Aerospace Technology: In FY 2003, the Aerospace Technology Enterprise budget request is $2.9 billion, which represents an increase of $312 million from FY 2002. The funding increases are primarily in the Advanced Space Transportation/Space Launch Initiative.
The goal of the Aerospace Technology Enterprise is to provide revolutionary advancements in science and technology that sustain U.S. leadership in civil aeronautics and space. Per congressional direction, Aerospace Technology has been restructured to better distinguish aeronautics research from space transportation, technology, and commercial programs. These four subgroups are titled: Revolutionize Aviation, Advanced Space Transportation, Pioneer Technology Innovation, and Commercialize Technology.
In FY 2003, funding for the Revolutionize Aviation program is requested at $541 million, a decrease of almost 10 percent from the FY 2002, and continues several years of declining budget requests in aeronautics R&D. Additionally, the request cuts funding for the Rotorcraft R&D program in FY 2003.
The request proposes an aggressive collaboration in aeronautics R&D between NASA and the FAA to meet the demand in growth in air travel.
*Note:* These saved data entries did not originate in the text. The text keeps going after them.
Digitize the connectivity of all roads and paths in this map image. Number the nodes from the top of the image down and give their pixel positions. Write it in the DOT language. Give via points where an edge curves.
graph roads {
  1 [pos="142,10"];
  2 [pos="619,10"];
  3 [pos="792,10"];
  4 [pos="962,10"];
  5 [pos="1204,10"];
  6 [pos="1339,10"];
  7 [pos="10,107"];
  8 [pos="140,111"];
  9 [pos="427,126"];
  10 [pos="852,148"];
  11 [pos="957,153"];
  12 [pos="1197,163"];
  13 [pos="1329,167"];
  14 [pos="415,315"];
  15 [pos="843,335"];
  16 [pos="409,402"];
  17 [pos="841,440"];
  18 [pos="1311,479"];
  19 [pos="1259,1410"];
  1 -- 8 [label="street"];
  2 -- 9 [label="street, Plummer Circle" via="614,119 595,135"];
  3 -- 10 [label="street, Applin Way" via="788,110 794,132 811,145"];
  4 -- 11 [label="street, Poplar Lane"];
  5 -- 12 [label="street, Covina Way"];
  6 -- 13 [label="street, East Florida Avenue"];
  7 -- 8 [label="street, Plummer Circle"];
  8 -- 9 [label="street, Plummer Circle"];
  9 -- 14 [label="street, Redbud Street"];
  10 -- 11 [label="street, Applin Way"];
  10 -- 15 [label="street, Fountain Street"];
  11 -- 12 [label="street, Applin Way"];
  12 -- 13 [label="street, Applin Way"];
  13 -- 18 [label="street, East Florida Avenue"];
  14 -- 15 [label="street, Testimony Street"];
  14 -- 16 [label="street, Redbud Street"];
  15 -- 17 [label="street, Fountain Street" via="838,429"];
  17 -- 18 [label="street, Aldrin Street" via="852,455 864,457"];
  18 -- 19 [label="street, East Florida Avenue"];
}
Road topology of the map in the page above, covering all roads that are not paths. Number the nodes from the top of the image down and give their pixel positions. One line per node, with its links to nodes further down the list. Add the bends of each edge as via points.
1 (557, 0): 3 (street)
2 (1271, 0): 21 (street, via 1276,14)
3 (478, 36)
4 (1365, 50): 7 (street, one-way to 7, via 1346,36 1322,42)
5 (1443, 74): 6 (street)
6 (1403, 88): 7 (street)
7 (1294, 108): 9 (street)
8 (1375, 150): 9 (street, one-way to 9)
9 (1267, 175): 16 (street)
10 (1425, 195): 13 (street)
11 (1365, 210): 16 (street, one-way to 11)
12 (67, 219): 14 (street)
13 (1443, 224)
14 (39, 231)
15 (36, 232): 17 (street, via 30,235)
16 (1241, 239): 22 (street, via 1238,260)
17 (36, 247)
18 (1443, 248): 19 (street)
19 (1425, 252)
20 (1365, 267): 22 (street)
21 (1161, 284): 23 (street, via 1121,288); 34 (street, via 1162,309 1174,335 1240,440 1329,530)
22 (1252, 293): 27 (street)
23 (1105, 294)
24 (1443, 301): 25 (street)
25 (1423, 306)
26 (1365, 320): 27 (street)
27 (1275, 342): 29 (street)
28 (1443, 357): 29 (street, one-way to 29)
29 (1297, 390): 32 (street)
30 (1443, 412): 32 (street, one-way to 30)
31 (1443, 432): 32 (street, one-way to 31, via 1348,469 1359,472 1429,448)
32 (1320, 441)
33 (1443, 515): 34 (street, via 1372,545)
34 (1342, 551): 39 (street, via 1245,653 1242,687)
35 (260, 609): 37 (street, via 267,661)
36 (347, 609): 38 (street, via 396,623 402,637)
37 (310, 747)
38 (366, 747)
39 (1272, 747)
Additionally, the Commission on the Future of the U.S. Aerospace Industry, established by Congress and the Administration in 2001, has recommended the creation of a multi-agency coordinating council with the responsibility to meet the nation's future air traffic capacity demands. NASA's new Aeronautics Blueprint was issued along with the FY 2003 budget request. The Blueprint will serve as the agency's roadmap for aeronautics research and development and identifies four focus areas: The Airspace System, Revolutionary Vehicles, Aviation Security and Safety, and State of the Art Educated Workforce.
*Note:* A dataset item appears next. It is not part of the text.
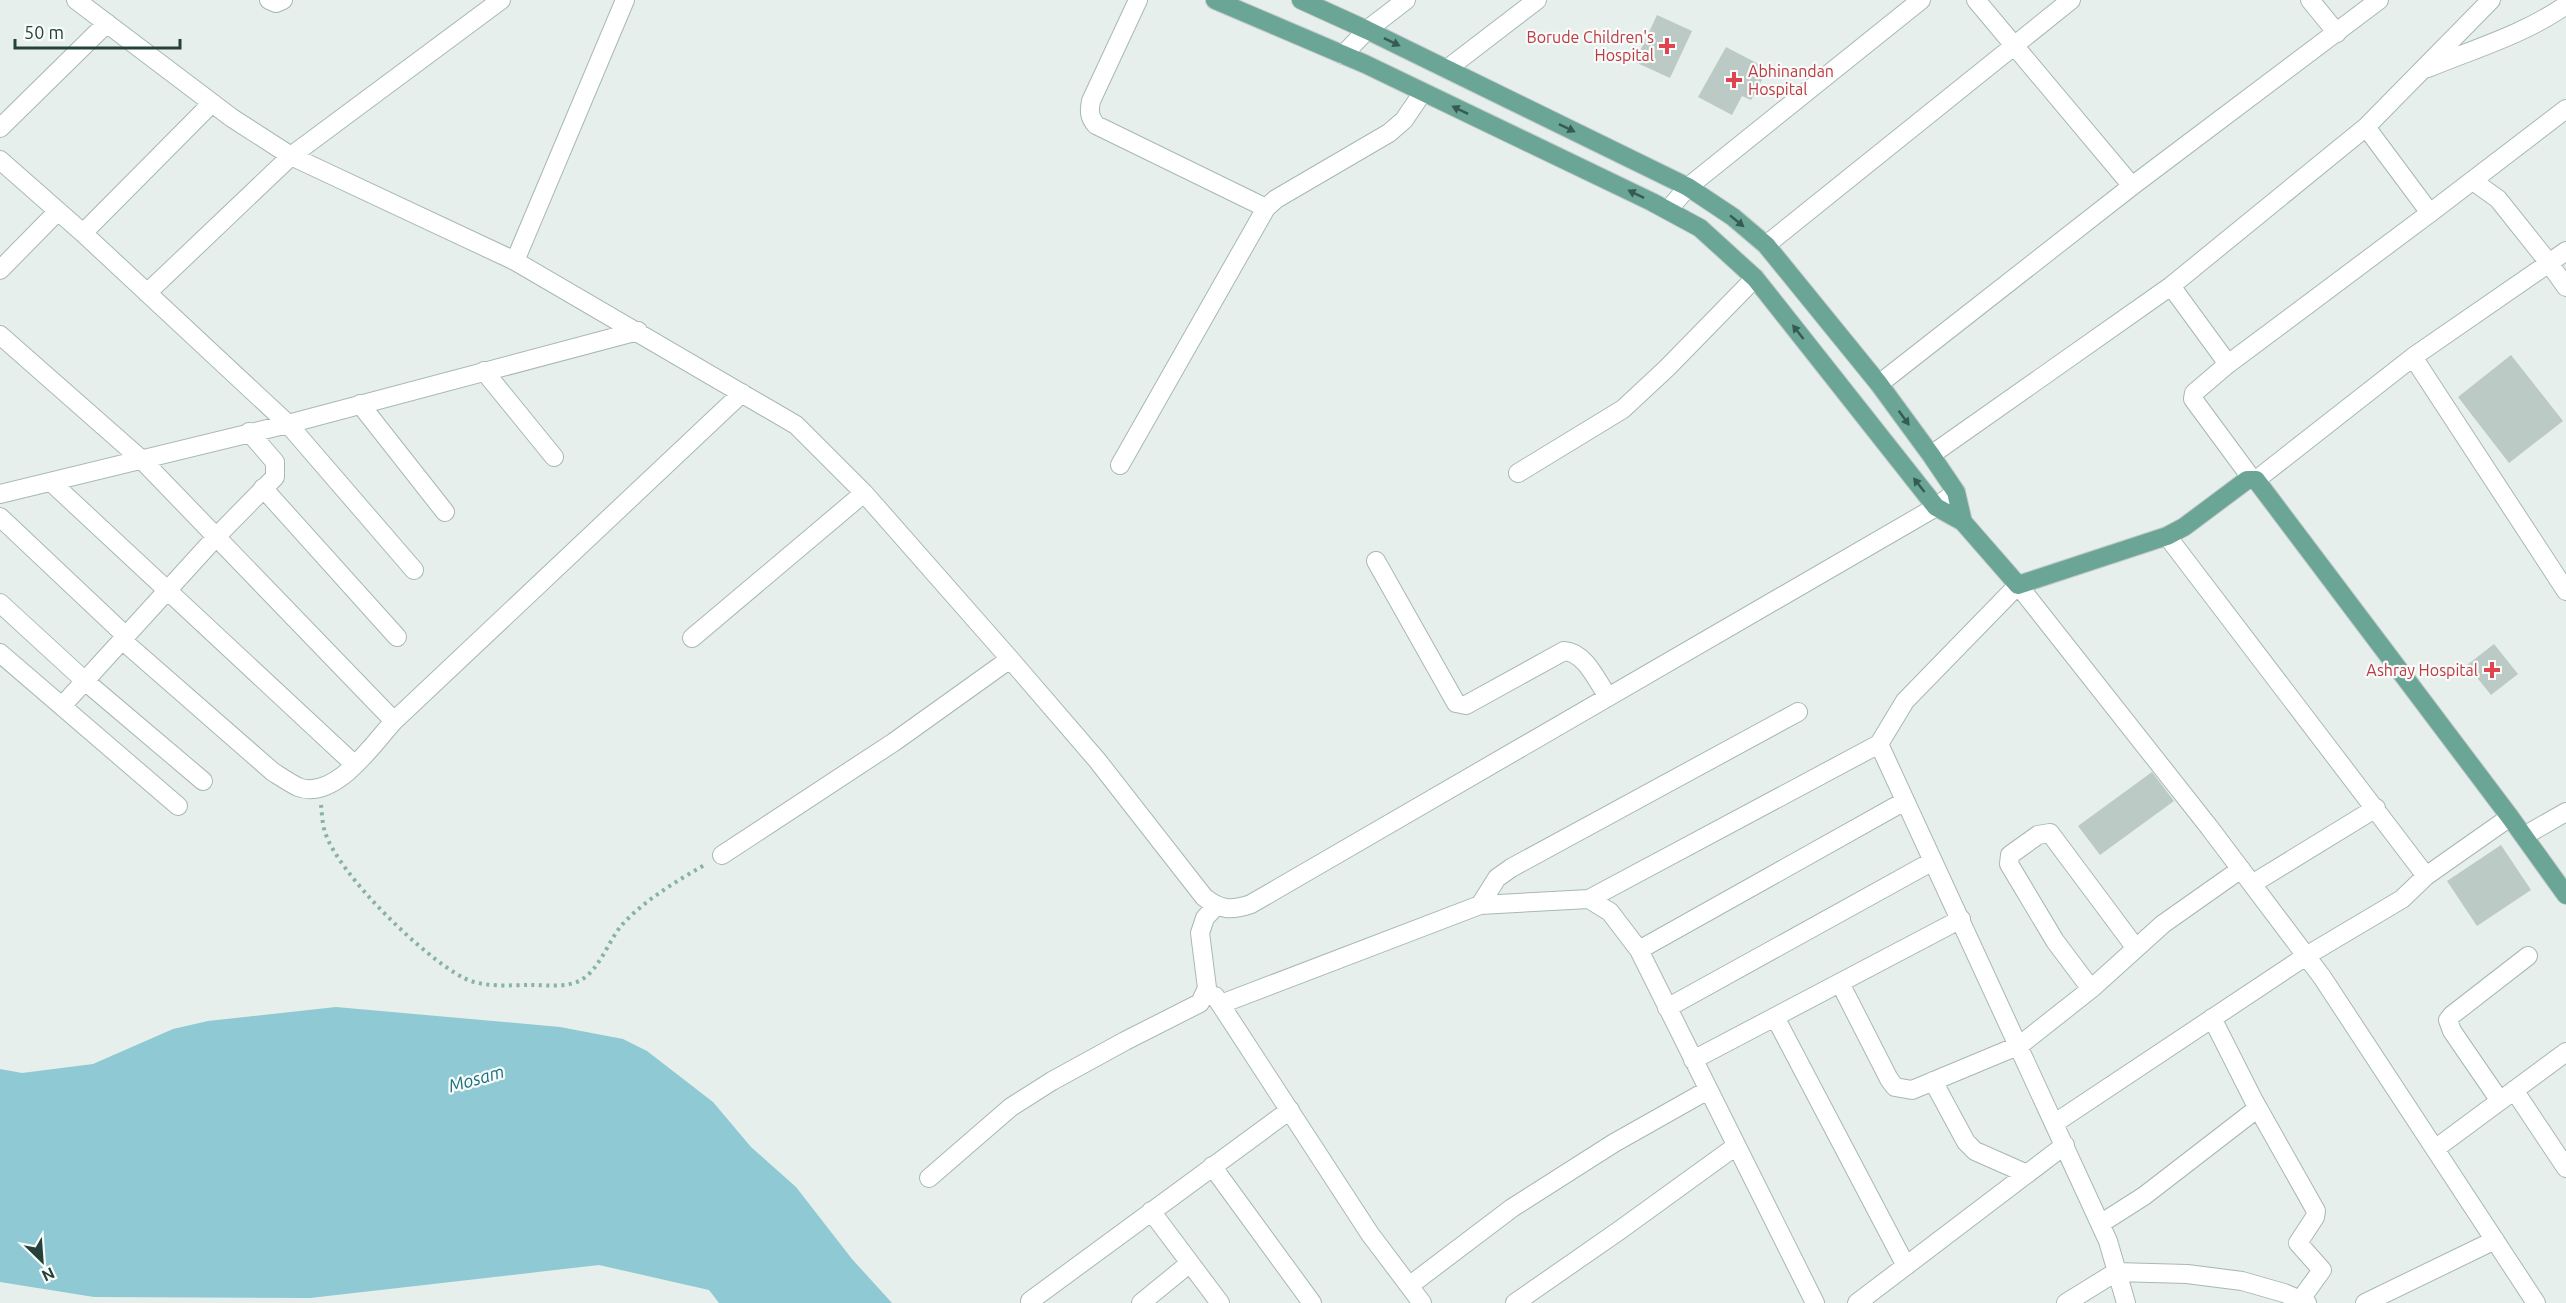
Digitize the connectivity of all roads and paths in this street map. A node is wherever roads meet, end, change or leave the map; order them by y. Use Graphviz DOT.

The FY 2003 request for Advanced Space Transportation is $879 million, an increase of 52 percent from the previous year. Funding is included for the Space Launch Initiative (SLI) 2nd Generation RLV and Space Transfer and Launch Technology. The SLI program seeks to reduce the cost and improve the safety and reliability of space transportation systems. Last year the SLI program awarded over $800 million in contracts with academia and industry for technology development and space launch architecture concepts.
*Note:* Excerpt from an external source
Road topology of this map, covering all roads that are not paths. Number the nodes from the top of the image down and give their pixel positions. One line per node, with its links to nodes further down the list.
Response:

The program area called Pioneer Technology Innovation (PTI) would receive $275 million in the FY 2003 budget request. The PTI focuses on specific technology innovations to revolutionize the developmental process, tools, and capabilities of aerospace. Three PTI programs, Computing, Information and Communications Technology, Enabling Concepts and Technologies, and Engineering for Complex Systems, work together to achieve this goal.
The last major program area of the Aerospace Technology Enterprise, Commercial Technology Programs, would decrease by 10.3 percent to $147 million in FY 2003. About 75 percent of this program funding goes to NASA's Small Business Innovation Research (SBIR) programs. The Commercial Technology Programs was established to ensure that NASA-developed technology is transferred to U.S. industry to improve U.S. economic competitiveness.
Academic Programs: NASA promotes excellence in the U.S. education system through Academic Programs. These programs seek to involve America's students in NASA's endeavors to create unique learning opportunities and to enlighten and inspire minds. The FY 2003 request is $144 million, a decrease of 36.8 percent from FY 2002. FY 2002 funding ballooned significantly due to $73.6 million in congressional earmarks, which would not be renewed in FY 2003.
Institutional Support: The FY 2003 request is $2.91 billion. Institutional Support costs represent personnel, operations support, environmental management and maintenance for all ten NASA Centers. Funding for Institutional Support also includes emergency security funding, $108.5 million, appropriated in FY 2002 and continued in FY 2003 following the tragic events of September 11th. Institutional support costs are spread across agency budget accounts, usually as a separate line (see Table II-12).